Mario Testino, fashion photographer to the stars now showing at the MFA, has developed those skills well. Yet, he's tricky. His work is popular culture undoubtedly. He photographs famous people. Often they are in a state of undress. His images are destined for magazines. It is the culture of celebrity and the culture of skin and the culture of fashion. It is also the culture of selling all of these things. It's grand in scope but tastes like sugar -- sweet quick energy but not nourishing.

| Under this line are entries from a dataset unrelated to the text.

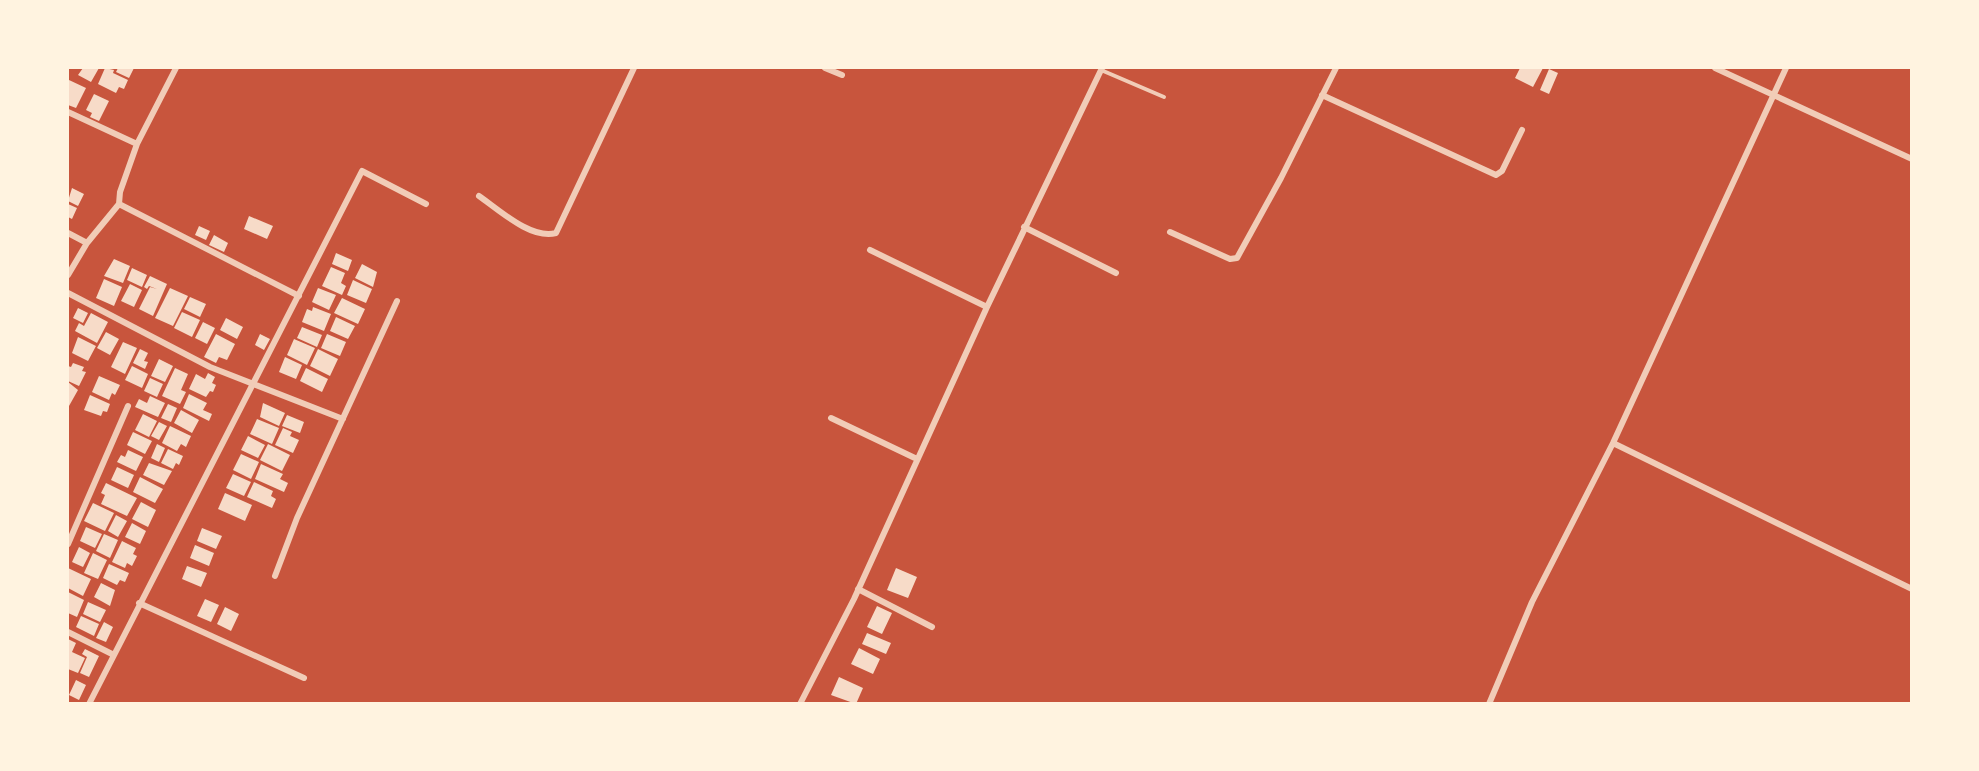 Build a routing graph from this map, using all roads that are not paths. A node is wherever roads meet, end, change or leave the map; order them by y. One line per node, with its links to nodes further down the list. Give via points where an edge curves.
1 (176, 68): 14 (street)
2 (634, 68): 16 (street, via 556,233 544,235 528,228)
3 (825, 68): 8 (street)
4 (1101, 68): 11 (lane); 19 (street)
5 (1336, 68): 10 (street)
6 (1715, 68): 9 (street)
7 (1786, 68): 9 (street)
8 (842, 75)
9 (1774, 94): 15 (street); 34 (street)
10 (1322, 95): 13 (street, via 1496,176); 20 (street, via 1237,258 1230,259)
11 (1164, 97)
12 (68, 112): 14 (street)
13 (1522, 130)
14 (137, 144): 17 (street)
15 (1911, 159)
16 (479, 196)
17 (119, 204): 22 (street); 27 (street)
18 (426, 204): 27 (street, via 362,171)
19 (1024, 227): 24 (street); 29 (street)
20 (1170, 232)
21 (68, 233): 22 (street)
22 (87, 243): 25 (street)
23 (870, 250): 29 (street)
24 (1116, 273)
25 (68, 275)
26 (68, 293): 30 (street, via 210,367)
27 (299, 296): 30 (street)
28 (397, 301): 33 (street)
29 (987, 307): 35 (street)
30 (255, 383): 33 (street); 40 (street)
31 (128, 406): 36 (street)
32 (831, 418): 35 (street)
33 (343, 419): 37 (street)
34 (1613, 443): 39 (street); 47 (street, via 1532,602)
35 (917, 459): 38 (street)
36 (68, 544)
37 (275, 576)
38 (858, 589): 41 (street); 46 (street)
39 (1911, 590)
40 (139, 603): 43 (street); 44 (street)
41 (932, 627)
42 (68, 632): 43 (street)
43 (112, 654): 45 (street)
44 (304, 678)
45 (90, 704)
46 (800, 704)
47 (1490, 704)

Should this be in a museum? Is this more than just a ploy to get people through the front door? Is this art? Some say no. To me, there is still much there to see. A well composed portrait of Madonna (singer, not mother of Christ) is still a portrait. Why not? Plenty of its 18th century equivalents hang in the National Portrait Gallery in London subject to the ogling gaze of non-comprehending tourists from around the globe. Testino can make the claim that his portrait mimics an aspect of art more closely, namely that his is culturally self-referential in ways that that a 300-year old oil and canvas image of a duke is not.
This question lurks throughout the show. "Popular" culture and "high" culture intersect more and more. To its advocates, this is a growing and welcomed democratic trend. To its detractors, it cheapens us culturally by confusing
the two. Perhaps, this is a longer run battle. The photo of actress Siena Miller, fully dressed amongst larger than
life plaster representations of naked nymphs in a Roman museum expresses
this point. In the image, the modern woman is veritable modesty among the heroic nudity of our Western past. Men have been depicting women (and men) in various states of undress for thousands of years and knowing it as art. Those ancient versions may have been the titillating popular culture of their time, meant not so much to edify as to arouse.
Is Testino posing these larger questions? His intent is harder to deduce. He seems as much in thrall with his own images as he presumably wants his audience to be. But fashion, the human body and the desire to see are not new to the camera or to museums. It's just that at the MFA they come crashing together in bright big bold plasticy colors, the visual equivalent of having a Pepsi to quench your thirst.